Wānaka mechanic Dean Rankin’s request has been supported by more than 1600 residents of Wānaka and Upper Clutha, and the number continues to grow.
It showed just how fed up residents were getting the shorter end of the stick, he said.
“Obviously a lot of people are unhappy and don’t feel like we are getting the right amount of support on this side of the hill to be part of the council.
“There are a lot of different things that people are upset about the way the council has handled them.
“This is just one way to put the wheels in motion and launch the petition so that it reaches the Local Government Commission.”
He believed that Queenstown-centric decision-making by the Queenstown Lakes District Council meant that infrastructure and development in Wānaka were suffering.
“We really just want to start tidying up our own nest and start looking for our own future, rather than just being run in combination with Queenstown and what they have going on and what they need to do there.”
“We just want them to let us do our thing, supporting ours.”
The volunteers had even started a phone service to collect the signatures of elderly residents who may not be able to access the electronic petition.
Rankin expected to send the petition to the commission in the next fifteen days.
The unhappy marriage between Wānaka and Queenstown dates back to the 1980s when Lake County and the Queenstown borough merged.
But Wānaka and Upper Clutha were small back then compared to the more than 13,000 who now call the area home, and projections double that number over the next 30 years.
But Queenstown Lakes Deputy Mayor and Wānaka District Councilor Calum Macleod said relationship advice should be sought before signing divorce papers.
“The path to true love never goes smoothly,” he said.
“Any relationship has its ups and downs. Lately, there has certainly been a change of tone.”
While there were always suggestions that Wānaka parted ways with Queenstown, that rhetoric was louder today, he said.
It has been fueled by issues such as a possible Wānaka airport expansion, a recent review of council representation and the economic fallout from the pandemic, he said.
While the secession of any union was an emotional issue, the result was not always as expected, as his native Britain had shown with Brexit, he said.
“That’s the exact conversation: dissatisfaction with what you have and then you jump in and the next thing you know … you end up in a situation that is ‘OK, we’ve made the move, we have the emotional solution’ but the practical solution is worse or is one step back is either more expensive or more difficult to administer.

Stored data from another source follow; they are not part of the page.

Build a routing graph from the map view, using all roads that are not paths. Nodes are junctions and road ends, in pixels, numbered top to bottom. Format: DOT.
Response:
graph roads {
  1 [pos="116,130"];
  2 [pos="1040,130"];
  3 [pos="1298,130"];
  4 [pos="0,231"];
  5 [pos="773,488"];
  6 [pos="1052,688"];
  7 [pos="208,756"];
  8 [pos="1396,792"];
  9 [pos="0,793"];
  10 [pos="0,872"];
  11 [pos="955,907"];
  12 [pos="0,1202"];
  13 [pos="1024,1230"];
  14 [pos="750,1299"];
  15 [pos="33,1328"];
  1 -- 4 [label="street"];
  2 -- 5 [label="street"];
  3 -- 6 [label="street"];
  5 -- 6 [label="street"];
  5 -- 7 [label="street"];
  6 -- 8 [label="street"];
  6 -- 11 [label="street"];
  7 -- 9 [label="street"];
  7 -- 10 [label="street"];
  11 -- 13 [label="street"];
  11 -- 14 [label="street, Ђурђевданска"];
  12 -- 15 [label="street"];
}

“That thought process must be driven and that is what I am going to ask: what does our own representation mean specifically.”
The last time such a suggestion was investigated, it turned out that secession would come with a substantially higher fee bill for taxpayers, he said.

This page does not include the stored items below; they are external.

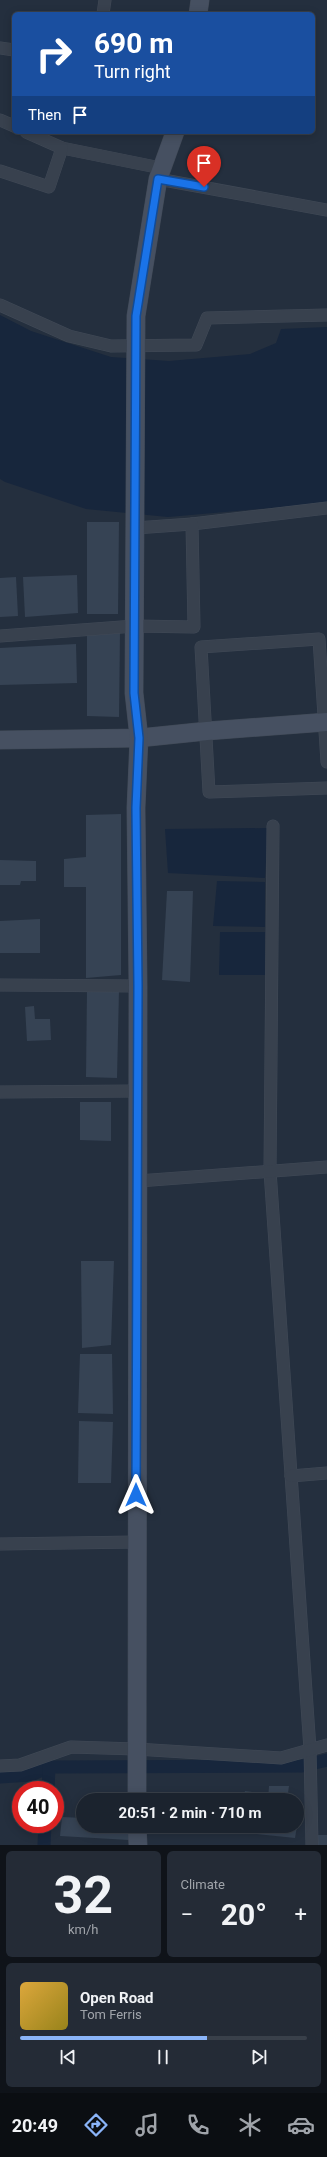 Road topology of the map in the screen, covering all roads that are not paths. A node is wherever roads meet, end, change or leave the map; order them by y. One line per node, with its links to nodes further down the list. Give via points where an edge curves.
1 (105, 0): 3 (street)
2 (200, 0): 4 (street)
3 (103, 12)
4 (198, 12)
5 (0, 48): 6 (street)
6 (12, 50)
7 (0, 120): 8 (street)
8 (12, 125)
9 (30, 134): 11 (street)
10 (174, 134): 13 (street)
11 (62, 148): 12 (street, via 49,187); 13 (street)
12 (0, 171)
13 (160, 174): 14 (street); 17 (street, via 136,316)
14 (327, 210)
15 (0, 305): 17 (street, via 69,336 111,346)
16 (327, 315): 17 (street, via 207,318 196,345)
17 (136, 345): 19 (street)
18 (327, 508): 20 (street)
19 (135, 524): 20 (street); 21 (street)
20 (192, 524): 22 (street)
21 (135, 626): 22 (street); 23 (street); 27 (street, via 134,693)
22 (194, 627): 24 (street)
23 (0, 636)
24 (201, 647): 25 (street, via 319,639); 26 (street)
25 (326, 722): 26 (street); 29 (street)
26 (207, 731): 27 (street); 30 (street, via 209,792)
27 (139, 738): 28 (street); 33 (street, via 136,808)
28 (0, 740)
29 (327, 762)
30 (327, 788)
31 (273, 826): 37 (street)
32 (0, 985): 33 (street)
33 (138, 986): 34 (street)
34 (137, 1091): 35 (street); 38 (street)
35 (0, 1092)
36 (327, 1167): 37 (street)
37 (270, 1171): 38 (street); 40 (street)
38 (138, 1181): 41 (street)
39 (327, 1473): 40 (street)
40 (291, 1476): 45 (street)
41 (136, 1542): 42 (street); 44 (street)
42 (0, 1544)
43 (327, 1745): 45 (street)
44 (136, 1751): 45 (street, via 281,1758); 46 (street, via 71,1747 20,1765); 47 (street)
45 (310, 1752): 50 (street)
46 (0, 1766)
47 (137, 1793)
48 (137, 1833): 49 (street)
49 (138, 1845)
50 (312, 1845) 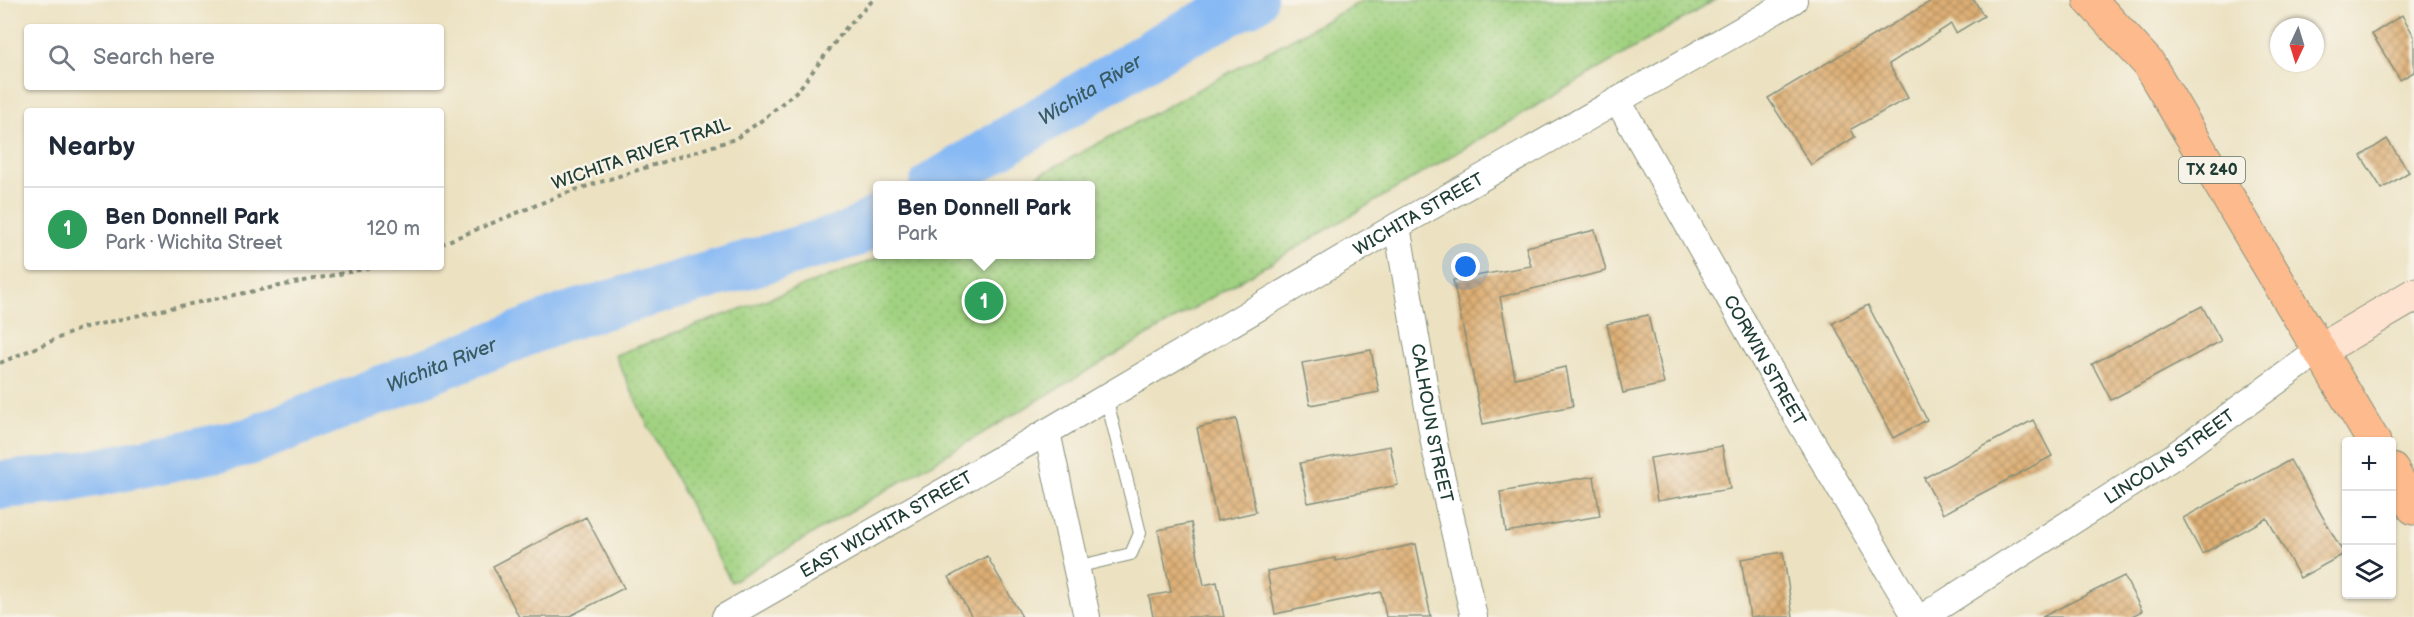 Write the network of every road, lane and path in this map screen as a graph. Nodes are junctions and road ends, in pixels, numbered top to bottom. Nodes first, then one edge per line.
1 (873, 0) edge
2 (1794, 0) edge
3 (2091, 0) edge
4 (1618, 101) junction
5 (1397, 226) junction
6 (444, 243) edge
7 (359, 270) edge
8 (2414, 295) edge
9 (2320, 350) junction
10 (0, 363) edge
11 (1106, 397) junction
12 (1047, 432) junction
13 (2372, 437) edge
14 (2396, 478) edge
15 (2414, 508) edge
16 (1076, 567) junction
17 (725, 617) edge
18 (1087, 617) edge
19 (1474, 617) edge
20 (1916, 617) edge
21 (1923, 617) edge

1 - 6 path, WICHITA RIVER TRAIL
2 - 4 street, WICHITA STREET
3 - 9 main road, TX 240
4 - 5 street, WICHITA STREET
4 - 20 street, CORWIN STREET
5 - 11 street, WICHITA STREET
5 - 19 street, CALHOUN STREET
7 - 10 path
8 - 9 main road, LINCOLN STREET
9 - 13 main road, TX 240
9 - 21 street, LINCOLN STREET
11 - 12 street, WICHITA STREET
11 - 16 lane
12 - 16 street
12 - 17 street, EAST WICHITA STREET
14 - 15 main road
16 - 18 street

Wānaka Ward Councilors Quentin Smith and Niamh Shaw were also happy to see what the Local Government Commission investigation would find.
They both understood where the sentiment was coming from, but the business case would have to be stacked first for taxpayers.
Local government legal expert Linda O’Reilly said that even with the necessary signatures it was not a foregone conclusion that the commission would even launch an investigation.
But even if an investigation were conducted, recent cases evaluated by the commission tended to weigh the benefits of the merger rather than the breakup of smaller territorial units.
“The concept of a smaller territorial authority being successfully separated, I think, is quite unlikely in the current climate, particularly given that there are other things going on in local government, like a complete overhaul of local government in New Zealand.” .
The tri-water reform was also underway and that suggested a possibility of merger rather than smaller operating units.
However, O’Reilly said that if the investigation continued and the proposal was successful, the issue of secession would pass to voters in the area.
But it was incredibly unlikely that it would happen for next year’s local body elections, as the commission tended to take two years or more to research the options.